For Sartre, such an identity crisis wasn’t merely a transitional phase between childhood and adulthood. Instead, non-identity defines the fundamental structure of all our experiences. For our entire life there is a dialogue between two distinct ways of experiencing: experience from our own perspective, and experience from the perspective of how we are experienced by others. And because experience from our own perspective is subjective while experience from the perspective of others is objective, we find ourselves in a situation where we want to experience ourselves objectively but can only understand ourselves objectively through others. Consequently, this means that identity is impossible since subject and object can never be equal with each other.

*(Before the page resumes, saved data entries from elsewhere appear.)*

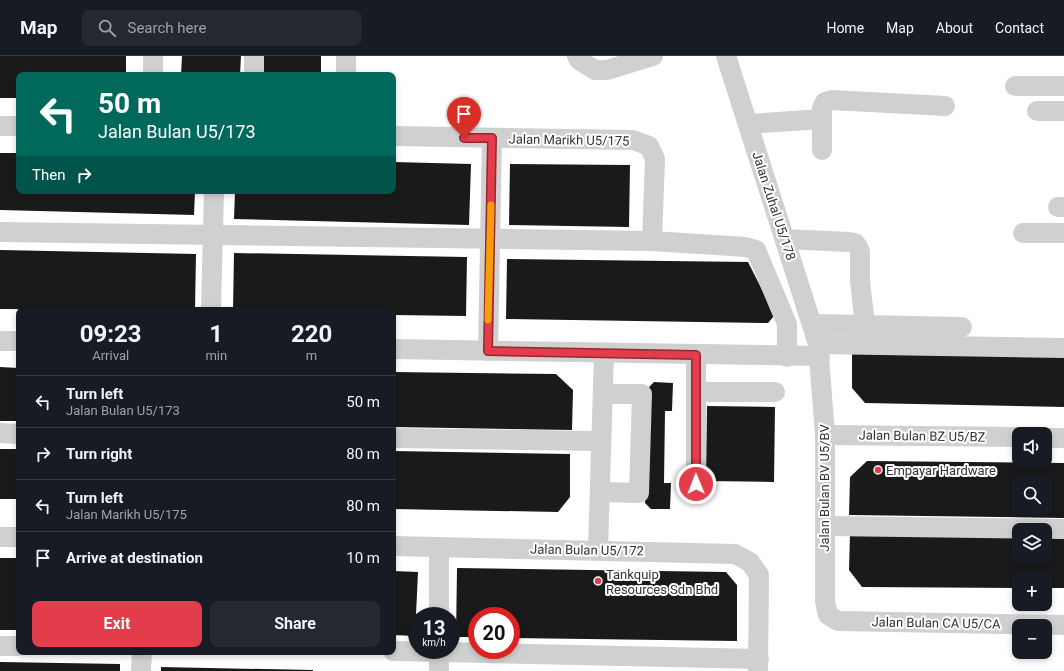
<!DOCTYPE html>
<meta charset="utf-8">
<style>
body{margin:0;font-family:Roboto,sans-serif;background:#242831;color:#f1f3f6;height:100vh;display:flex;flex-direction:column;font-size:15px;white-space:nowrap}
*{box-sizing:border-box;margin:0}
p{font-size:13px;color:#9ea1a6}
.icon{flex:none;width:22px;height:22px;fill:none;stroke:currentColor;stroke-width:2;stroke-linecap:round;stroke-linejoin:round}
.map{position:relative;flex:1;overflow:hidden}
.panel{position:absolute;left:16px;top:251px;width:380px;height:348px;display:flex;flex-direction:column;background:#171b24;border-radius:8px;box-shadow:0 2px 6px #0003}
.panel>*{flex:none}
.top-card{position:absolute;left:16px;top:16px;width:380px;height:122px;border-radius:8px;box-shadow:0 2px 6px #0003;background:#00695c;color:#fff;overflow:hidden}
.controls{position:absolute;left:1012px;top:371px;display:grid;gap:8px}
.controls a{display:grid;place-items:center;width:40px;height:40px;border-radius:8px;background:#171b24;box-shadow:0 2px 6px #0003;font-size:20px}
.speed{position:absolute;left:408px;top:551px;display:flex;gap:8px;font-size:20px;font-weight:700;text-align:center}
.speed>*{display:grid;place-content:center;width:52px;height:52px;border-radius:50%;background:#171b24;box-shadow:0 2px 6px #0003;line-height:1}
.speed small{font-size:10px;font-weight:400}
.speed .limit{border:6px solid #d22;background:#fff;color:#111}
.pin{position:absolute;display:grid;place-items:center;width:34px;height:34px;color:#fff;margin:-41px -17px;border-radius:50% 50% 50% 0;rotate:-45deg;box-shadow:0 0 4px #0007}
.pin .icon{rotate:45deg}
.me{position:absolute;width:44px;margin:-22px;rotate:359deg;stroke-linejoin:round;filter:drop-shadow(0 0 3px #0008)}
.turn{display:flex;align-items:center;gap:14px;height:84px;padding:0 16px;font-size:18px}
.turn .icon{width:52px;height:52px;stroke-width:2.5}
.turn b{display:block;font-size:28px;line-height:34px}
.then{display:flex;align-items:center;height:38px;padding:0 16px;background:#0003;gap:8px;font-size:15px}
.eta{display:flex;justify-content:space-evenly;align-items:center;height:68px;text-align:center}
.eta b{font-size:24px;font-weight:700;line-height:28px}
.button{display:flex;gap:8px;margin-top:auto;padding:8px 16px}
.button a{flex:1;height:46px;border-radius:8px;background:#e33c4b;color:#fff;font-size:16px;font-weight:700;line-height:46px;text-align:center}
.button a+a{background:#242831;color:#f1f3f6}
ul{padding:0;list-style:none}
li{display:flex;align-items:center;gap:12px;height:52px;padding:0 16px;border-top:1px solid #363941}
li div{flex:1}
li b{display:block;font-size:15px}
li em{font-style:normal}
header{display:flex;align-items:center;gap:24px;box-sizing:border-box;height:56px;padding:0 20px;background:#171b24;border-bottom:1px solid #363941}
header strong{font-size:19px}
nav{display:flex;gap:22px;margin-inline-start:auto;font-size:14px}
.search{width:280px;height:36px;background:#242831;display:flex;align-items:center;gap:10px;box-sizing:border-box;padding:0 14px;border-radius:8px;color:#9ea1a6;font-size:15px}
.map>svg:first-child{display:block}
.building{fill:#1a1a1a;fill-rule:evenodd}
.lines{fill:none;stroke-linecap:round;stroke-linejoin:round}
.minor{stroke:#d0d0d0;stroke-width:20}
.route-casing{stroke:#942731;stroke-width:10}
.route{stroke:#e33c4b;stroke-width:7}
.slow{stroke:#f59e0b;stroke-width:7}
.poi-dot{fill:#e33c4b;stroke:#fff;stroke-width:1.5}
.labels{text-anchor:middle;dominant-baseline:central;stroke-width:4;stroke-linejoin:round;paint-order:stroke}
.street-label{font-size:13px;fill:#333;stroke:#fff}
.poi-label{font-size:13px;fill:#333;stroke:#fff;text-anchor:start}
</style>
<header>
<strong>Map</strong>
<div class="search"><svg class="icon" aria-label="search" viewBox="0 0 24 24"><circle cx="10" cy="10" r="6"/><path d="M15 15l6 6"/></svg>Search here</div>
<nav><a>Home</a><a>Map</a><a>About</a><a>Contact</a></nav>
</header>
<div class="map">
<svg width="1064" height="615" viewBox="0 0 1064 615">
<rect width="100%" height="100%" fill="#fff"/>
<g class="building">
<path d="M0,0H126V19H19V42H0Z"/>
<path d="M182,0H241L240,19H181Z"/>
<rect x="264" y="0" width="57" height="19"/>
<path d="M0,97H19V135H195L194,159L0,154Z"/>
<path d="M393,106L471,108L469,169L234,163L235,135H393Z"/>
<path d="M510,108L630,109L629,171L509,169Z"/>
<path d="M0,194L196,198L195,254L0,253Z"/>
<path d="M234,197L467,201L466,260L393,259V254H233Z"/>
<path d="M507,203L748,206L775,259L768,267L506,263Z"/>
<path d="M852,296L1064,299V351L865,347L852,332Z"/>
<path d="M0,311L19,312V365H0Z"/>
<path d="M393,316L556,318L573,334L572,374L393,371Z"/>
<path d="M654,326L673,327L672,355H665L664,427H671L670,453H651L645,447L649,331Z"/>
<path d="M707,350L775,351L774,426L706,425Z"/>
<path d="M0,393H19L18,443H0Z"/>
<path d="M393,395L570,398V441L558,456L393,453Z"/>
<path d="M867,405L1064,407V462L849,459L850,421ZM1019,426H1045V452H1019Z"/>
<path d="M850,477L1019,480V500H1045V480L1064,481V532H1045V522H1019V532L862,531L849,514Z"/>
<rect x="0" y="502" width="19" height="72"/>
<path d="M457,512L726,516L737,529V585L511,582V560H477V581H456Z"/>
<path d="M393,515L418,516L415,580L393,579Z"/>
<path d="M0,606L120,608V615H0Z"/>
<path d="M161,611L313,614V615H161Z"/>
</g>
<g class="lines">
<g class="minor">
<path d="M577,0L579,4L595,14H607L653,0"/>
<path d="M726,0L818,288L825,379V546L828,559L838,565L1064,569"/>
<path d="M153,19V0"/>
<path d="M254,19V0"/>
<path d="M346,19V0"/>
<path d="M1015,30H1064"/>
<path d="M1037,55H1064"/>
<path d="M822,63V94"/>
<path d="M748,68L822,63V52L825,46L832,44L945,50"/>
<path d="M0,70H19"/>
<path d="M393,80L633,84L649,90L655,103L652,185"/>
<path d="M1058,151H1064"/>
<path d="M0,176L652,185L746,191L756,194L787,268V301"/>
<path d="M1023,177H1064"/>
<path d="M785,183L849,186L855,187L858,191L860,196V225L865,269L962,271"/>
<path d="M211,254L214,135"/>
<path d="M812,268L865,269"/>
<path d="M0,285H19"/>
<path d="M818,288L1064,292"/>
<path d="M393,293L820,300"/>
<path d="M488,295L492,82"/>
<path d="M696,299V428"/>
<path d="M696,336H775"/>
<path d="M0,377L19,378"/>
<path d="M825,379L1019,381"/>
<path d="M393,382L601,385"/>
<path d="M1045,382H1064"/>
<path d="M600,436L639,437L642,338H603"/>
<path d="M825,470L1064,473"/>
<path d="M0,481H19"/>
<path d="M393,490L735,498L750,506L759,519L758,615"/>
<path d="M598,494L604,297"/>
<path d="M439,560V491"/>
<path d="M0,590H19"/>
<path d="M393,595L759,603"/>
<path d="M141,615L142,596"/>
<path d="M439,615V594"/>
</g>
</g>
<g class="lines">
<defs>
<path id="route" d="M464,82H492L488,295L696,299V428"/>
</defs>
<use href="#route" class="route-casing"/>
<use href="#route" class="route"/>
<path class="slow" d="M488,264L491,149"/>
</g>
<g class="poi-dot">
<circle cx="878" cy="414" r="4"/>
<circle cx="598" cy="525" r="4"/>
</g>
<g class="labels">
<g class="street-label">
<text transform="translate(569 84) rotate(1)">Jalan Marikh U5/175</text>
<text transform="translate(774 150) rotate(72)">Jalan Zuhal U5/178</text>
<text transform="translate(922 380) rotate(1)">Jalan Bulan BZ U5/BZ</text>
<text transform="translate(824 432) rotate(-90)">Jalan Bulan BV U5/BV</text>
<text transform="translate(587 494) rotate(1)">Jalan Bulan U5/172</text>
<text transform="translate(936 567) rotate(1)">Jalan Bulan CA U5/CA</text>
</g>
<g class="poi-label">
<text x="886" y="414">Empayar Hardware</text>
<text x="606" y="518">Tankquip<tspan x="606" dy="15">Resources Sdn Bhd</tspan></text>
</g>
</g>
</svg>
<div class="controls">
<a><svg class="icon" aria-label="sound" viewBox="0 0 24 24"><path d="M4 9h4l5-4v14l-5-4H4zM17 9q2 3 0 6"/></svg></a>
<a><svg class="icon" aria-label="search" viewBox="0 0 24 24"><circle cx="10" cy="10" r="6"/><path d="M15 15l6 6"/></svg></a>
<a><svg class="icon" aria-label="layers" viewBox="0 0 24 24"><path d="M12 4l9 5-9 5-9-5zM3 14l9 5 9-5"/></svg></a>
<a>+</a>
<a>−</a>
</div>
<div class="speed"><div>13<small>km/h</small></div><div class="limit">20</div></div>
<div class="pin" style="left:464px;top:82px;background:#d93025"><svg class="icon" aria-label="arrive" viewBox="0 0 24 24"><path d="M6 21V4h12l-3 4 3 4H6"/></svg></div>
<svg class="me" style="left:696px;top:428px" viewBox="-20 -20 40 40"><circle r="17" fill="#e33c4b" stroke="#fff" stroke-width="3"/><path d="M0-11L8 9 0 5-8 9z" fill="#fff"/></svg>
<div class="top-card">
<div class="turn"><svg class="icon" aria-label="left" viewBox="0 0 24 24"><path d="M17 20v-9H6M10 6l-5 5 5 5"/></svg><div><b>50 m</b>Jalan Bulan U5/173</div></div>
<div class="then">Then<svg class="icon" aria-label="right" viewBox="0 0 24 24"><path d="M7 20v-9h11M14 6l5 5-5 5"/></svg></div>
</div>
<section class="panel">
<div class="eta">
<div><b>09:23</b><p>Arrival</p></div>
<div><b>1</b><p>min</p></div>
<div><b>220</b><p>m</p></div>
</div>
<ul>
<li><svg class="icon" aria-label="left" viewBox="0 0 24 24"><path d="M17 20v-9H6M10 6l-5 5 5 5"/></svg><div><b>Turn left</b><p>Jalan Bulan U5/173</p></div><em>50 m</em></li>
<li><svg class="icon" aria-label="right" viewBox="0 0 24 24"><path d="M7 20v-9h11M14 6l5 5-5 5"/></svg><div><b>Turn right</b></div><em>80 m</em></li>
<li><svg class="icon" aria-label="left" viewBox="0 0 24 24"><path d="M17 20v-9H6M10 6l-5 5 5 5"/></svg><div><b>Turn left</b><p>Jalan Marikh U5/175</p></div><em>80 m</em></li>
<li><svg class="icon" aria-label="arrive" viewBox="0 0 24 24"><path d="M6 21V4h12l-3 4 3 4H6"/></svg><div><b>Arrive at destination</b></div><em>10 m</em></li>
</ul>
<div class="button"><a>Exit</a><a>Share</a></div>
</section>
</div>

Between Erikson and Sartre, we can see that while identity is an impossible project, it is nevertheless a project we must take up at some point in our lives and fail to complete the best that we can. On the one hand, this implies that we have the freedom to choose what we identify with. Indeed, such freedom is built into the structure of our subjectivity. But on the other hand, we are born into a world of ready-made roles and groups and histories that we must choose to relate to. We are free to choose, but we are not free to not choose. Furthermore, we are often prone to telling ourselves that we did not have the freedom to make the choices that we made, that for one reason or another there was no choice and we have been determined to identify ourselves in such-and-such a way. As explained earlier though, this could only ever be a lie to ourselves; and it is a special type of lie that Sartre called “bad faith”.
In today’s political landscape, the implications of this view on identity are far-reaching. Much of the political discourse around issues of gender, race, nationality, class, sexuality, and so-forth center on identity and much of the discourse assumes a notion of identity that exemplifies a bad faith comprehension. Since subjects and objects can never be equal, no one can ever actually be man, or black, or American, or working class, or homosexual. There can only ever be a subject-object relationship, where the objects in these cases are always entities with multiple meanings for multiple subjects. Each identity-object is always a site of conflict where people try to settle once and for all its final meaning. And although this is also another impossible project, it is par for the course when identity-objects are the very things used in our social systems to decide our fate.
What is necessary for our projects now is to always keep in mind these two points: to comprehend identity in bad faith is to accept the perspective of the other as our own, choosing to identify with an object (which is a wholly determined entity) instead of identifying with our own free subjectivity; and, that we live in a world where identity-objects have been constructed and organized so that each and every one of us are systematically treated as objects. If we are to achieve anything by way of our struggles with identity-objects, we should hope to wrest control of such objects from those who use them to represent us, so that those objects will at the very least be our own representation of ourselves. However, what we should not do is confuse our struggles over identity-objects and the systems that use them to objectify us with our other struggles: our material struggles to survive and accumulate wealth, to promote our well-being and our power to create, and to associate with one another to fulfill all variety of our desire. These latter struggles can all be carried out with or without the mediation of identity-objects, and preferably the less objects mediate our relations with one another, the better.